For optimal production quality, they decided to record rather than go live. Amado’s team wanted to be able to edit out stumbles or dogs barking in the background and other familiar sounds of home. They also wanted to be able to swap in demos as they would live on stage, which editing made possible.

“There was also logistical challenges of wanting to cut in demos and kind of cut back and forth between presenters, which we did in a very short period in post-production. So we did touch up those files and add in all the transitions and stuff,” Amado explained.

Shantanu Narayen welcomes participants to the online version of Adobe Summit 2020 (Photo: Adobe)

At that point they let attendees know that the event was going online, and Adobe had to actually manually cancel each ticket order, a huge undertaking for 23,000 paying participants. The booking service Adobe used had no means to bulk cancel because no client had ever needed such a tool.

They scheduled the Plan C event for 8:30 a.m. Pacific time so attendees in Europe could participate. But that added yet another layer of complexity because they needed to translate content into German and French, the primary languages of EU attendees. While they had one extra day because they decided to run the online event on March 31st, they needed every bit of it.

First, they needed executives to walk through their homes with a camera to find optimal locations to shoot video. Then they had to rehearse, record the videos and upload them. That would seem a simple matter, but it turned into a major obstacle because they recorded in 4K, which took hours to upload, which cut into their narrow window of editing time.

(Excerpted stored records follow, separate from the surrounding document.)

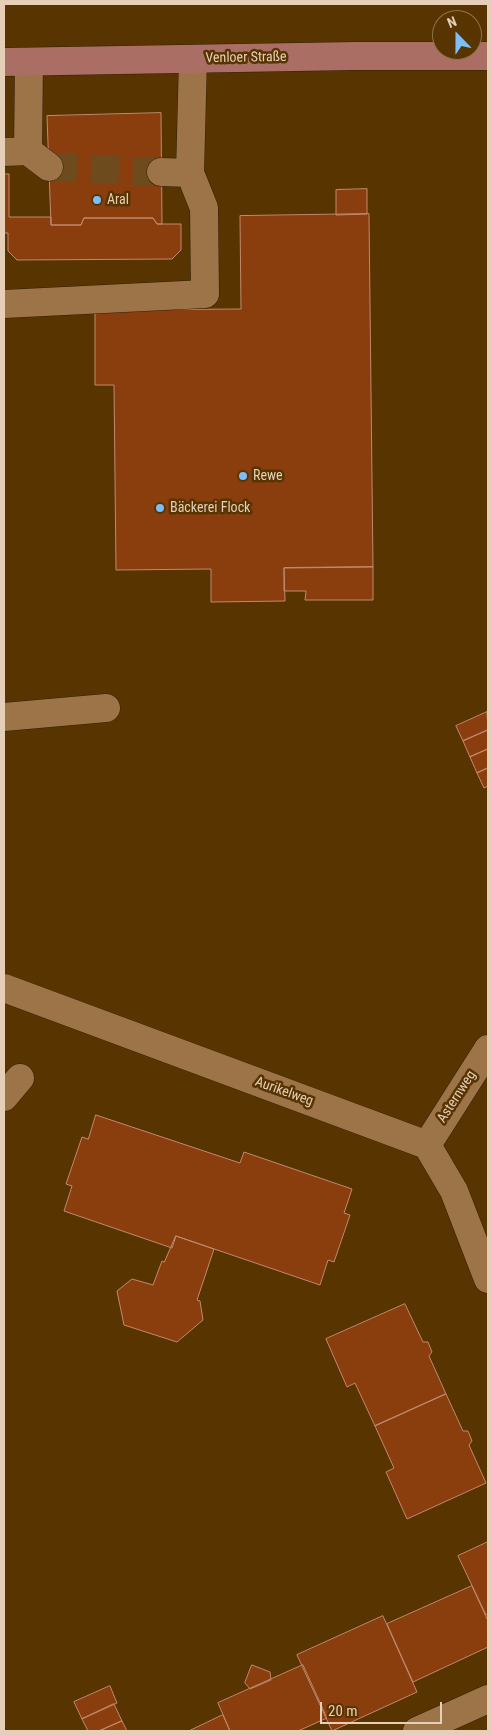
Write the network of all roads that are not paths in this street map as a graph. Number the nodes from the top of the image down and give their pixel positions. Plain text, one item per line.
1 (488, 56) edge
2 (192, 59) junction
3 (16, 62) edge
4 (16, 152) edge
5 (50, 167) tunnel mouth
6 (161, 172) tunnel mouth
7 (190, 173) junction
8 (4, 304) edge
9 (106, 708) dead end
10 (4, 717) edge
11 (4, 988) edge
12 (488, 1049) edge
13 (426, 1145) junction
14 (488, 1279) edge
15 (488, 1699) edge
16 (417, 1731) edge

1 - 2 main road, Venloer Straße
2 - 3 main road, Venloer Straße
2 - 7 street
3 - 4 street
4 - 5 street
6 - 7 street
7 - 8 street
9 - 10 street
11 - 13 street, Aurikelweg
12 - 13 street, Asternweg
13 - 14 street
15 - 16 street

“We never, never foresaw that file transfer would become a major, major issue for us and would slow us down as much as it did. So we kind of got it down to the last minute, and we did all the filming on Wednesday and Thursday March 25th and 26th, the week before the event was scheduled, and so we had a very long weekend of editing.”

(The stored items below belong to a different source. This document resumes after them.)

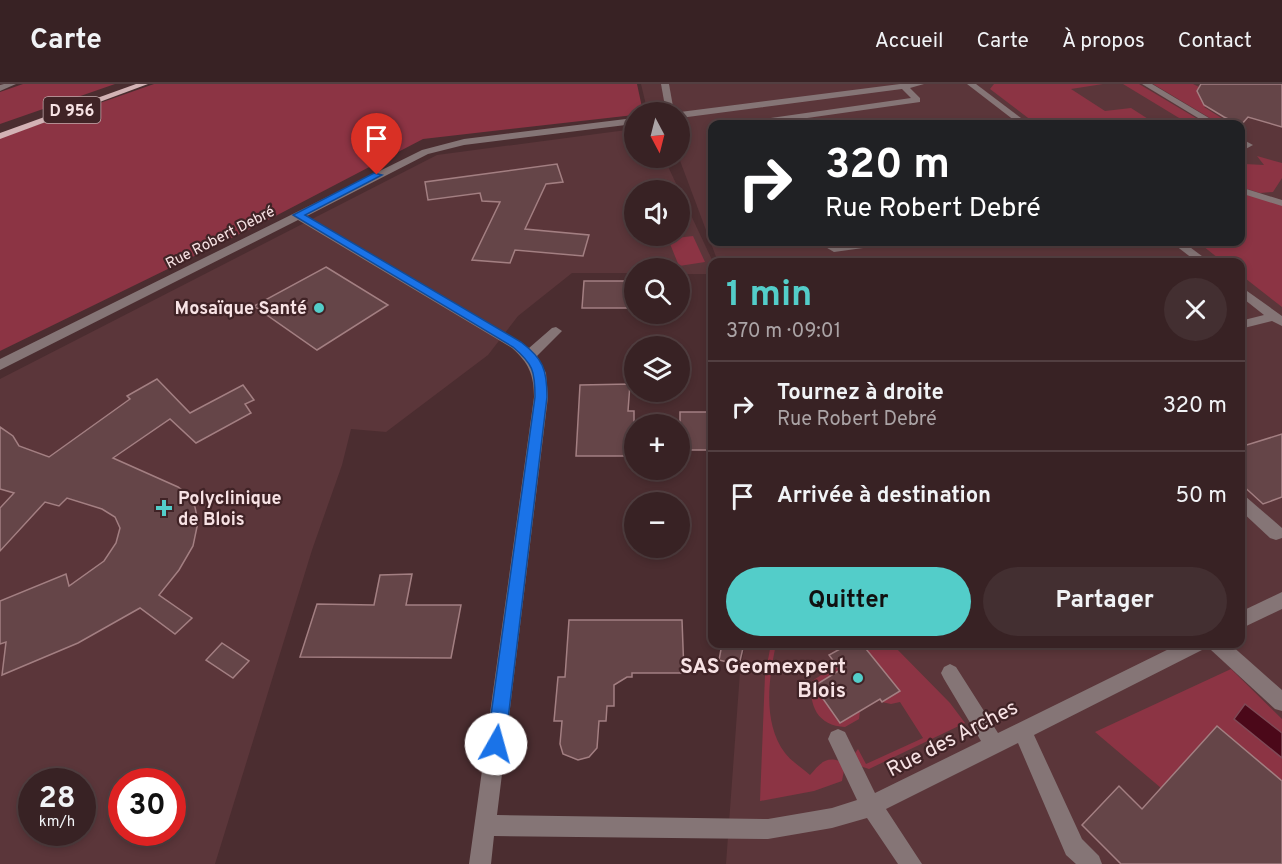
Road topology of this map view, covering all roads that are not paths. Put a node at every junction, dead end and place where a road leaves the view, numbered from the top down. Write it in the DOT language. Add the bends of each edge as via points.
graph roads {
  1 [pos="12,84"];
  2 [pos="130,84"];
  3 [pos="144,84"];
  4 [pos="665,84"];
  5 [pos="921,84"];
  6 [pos="971,84"];
  7 [pos="1146,84"];
  8 [pos="904,86"];
  9 [pos="0,88"];
  10 [pos="668,102"];
  11 [pos="690,114"];
  12 [pos="778,120"];
  13 [pos="1019,120"];
  14 [pos="1207,120"];
  15 [pos="624,121"];
  16 [pos="0,130"];
  17 [pos="0,136"];
  18 [pos="1245,192"];
  19 [pos="1282,203"];
  20 [pos="298,215"];
  21 [pos="829,246"];
  22 [pos="856,246"];
  23 [pos="1182,246"];
  24 [pos="1199,258"];
  25 [pos="1245,294"];
  26 [pos="1278,319"];
  27 [pos="1245,324"];
  28 [pos="556,332"];
  29 [pos="530,355"];
  30 [pos="0,365"];
  31 [pos="1245,505"];
  32 [pos="1276,533"];
  33 [pos="1282,600"];
  34 [pos="1245,618"];
  35 [pos="1188,648"];
  36 [pos="1221,648"];
  37 [pos="950,673"];
  38 [pos="1282,702"];
  39 [pos="1022,730"];
  40 [pos="838,739"];
  41 [pos="994,744"];
  42 [pos="871,806"];
  43 [pos="485,825"];
  44 [pos="480,864"];
  45 [pos="911,864"];
  46 [pos="1091,864"];
  1 -- 9 [label="street"];
  2 -- 16 [label="main road, D 956"];
  3 -- 17 [label="main road, D 956"];
  4 -- 10 [label="street"];
  5 -- 8 [label="street"];
  6 -- 13 [label="street"];
  7 -- 14 [label="street"];
  8 -- 11 [label="street"];
  8 -- 12 [label="street" via="917,100"];
  15 -- 20 [label="street, Rue Robert Debré" via="437,148"];
  18 -- 19 [label="street"];
  20 -- 29 [label="street"];
  20 -- 30 [label="street, Rue Robert Debré"];
  21 -- 22 [label="street" via="834,249"];
  23 -- 24 [label="street"];
  25 -- 26 [label="street"];
  26 -- 27 [label="street"];
  28 -- 29 [label="street"];
  29 -- 43 [label="street" via="538,366 541,397"];
  31 -- 32 [label="street"];
  33 -- 34 [label="street"];
  35 -- 39 [label="street, Rue des Arches"];
  36 -- 38 [label="street"];
  37 -- 41 [label="street"];
  39 -- 41 [label="street, Rue des Arches"];
  39 -- 46 [label="street" via="1074,847"];
  40 -- 42 [label="street"];
  41 -- 42 [label="street, Rue des Arches"];
  42 -- 43 [label="street, Rue des Arches" via="801,825 768,829"];
  42 -- 45 [label="street"];
  43 -- 44 [label="street"];
}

What’s more, the carefully crafted presentations they had created for Las Vegas (and briefly for San Jose) had to be cut way back so they could be presented it in bite-sized chunks for a one-day event recorded and presented online. They also went from almost 500 to 120 break-out sessions.

Plan executed

As you can imagine, it wasn’t the conference they imagined, but Adobe pulled off a major online event and learned valuable lessons along the way, which as Amado pointed out, will come in handy in the coming months as they stage more digital productions. He noted that because they were able to build consensus across the organization, from CEO Shantanu Narayen on down, these pivots were not just acceptable — everyone pulled together to make them happen.

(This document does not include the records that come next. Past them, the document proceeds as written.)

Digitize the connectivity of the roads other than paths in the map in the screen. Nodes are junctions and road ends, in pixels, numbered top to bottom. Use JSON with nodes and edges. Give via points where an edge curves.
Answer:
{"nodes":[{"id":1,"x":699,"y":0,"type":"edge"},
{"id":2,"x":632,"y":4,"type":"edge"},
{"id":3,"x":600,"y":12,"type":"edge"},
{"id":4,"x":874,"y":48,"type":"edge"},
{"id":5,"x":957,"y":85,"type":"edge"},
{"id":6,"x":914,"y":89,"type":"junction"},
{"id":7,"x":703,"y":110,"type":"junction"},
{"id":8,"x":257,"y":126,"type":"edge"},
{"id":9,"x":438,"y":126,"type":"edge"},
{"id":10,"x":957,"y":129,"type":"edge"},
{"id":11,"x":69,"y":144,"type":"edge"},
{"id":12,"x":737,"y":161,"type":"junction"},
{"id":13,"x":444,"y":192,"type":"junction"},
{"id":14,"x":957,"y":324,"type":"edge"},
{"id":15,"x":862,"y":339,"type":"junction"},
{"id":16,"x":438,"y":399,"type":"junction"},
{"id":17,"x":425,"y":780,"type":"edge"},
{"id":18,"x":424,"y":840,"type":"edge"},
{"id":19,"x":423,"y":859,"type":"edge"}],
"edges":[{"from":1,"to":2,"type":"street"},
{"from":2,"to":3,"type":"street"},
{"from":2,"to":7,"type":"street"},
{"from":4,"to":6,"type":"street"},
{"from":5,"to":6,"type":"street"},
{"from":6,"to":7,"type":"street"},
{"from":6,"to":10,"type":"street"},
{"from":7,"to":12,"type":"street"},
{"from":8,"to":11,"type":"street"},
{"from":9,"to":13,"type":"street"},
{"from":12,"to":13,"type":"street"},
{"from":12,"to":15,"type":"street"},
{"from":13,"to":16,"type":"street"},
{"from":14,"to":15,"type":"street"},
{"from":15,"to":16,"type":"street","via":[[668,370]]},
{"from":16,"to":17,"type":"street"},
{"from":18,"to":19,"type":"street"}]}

Online Summit welcome screen (Photo: Adobe)

There is still a lot of legal wrangling going on, from the dozens of contracts with hotels to arenas to production crews and sponsors and others that must be renegotiated as a result of pulling out of Las Vegas, but they are in the process of working those out and hope to roll some of those obligations into future years.

Just before the event actually happened, Amado said he had some anxiety that people would think recording in executives’ living rooms wasn’t up to Adobe’s normal production quality, but in the end the reaction was exactly the opposite.

“We’re so fortunate that we did it this way. In fact, we actually got a lot of kudos for not trying to fake it and set up green screens with everyone in virtual situations, but that we were just authentic. The way that everybody is working right now is the way that we executed Summit.”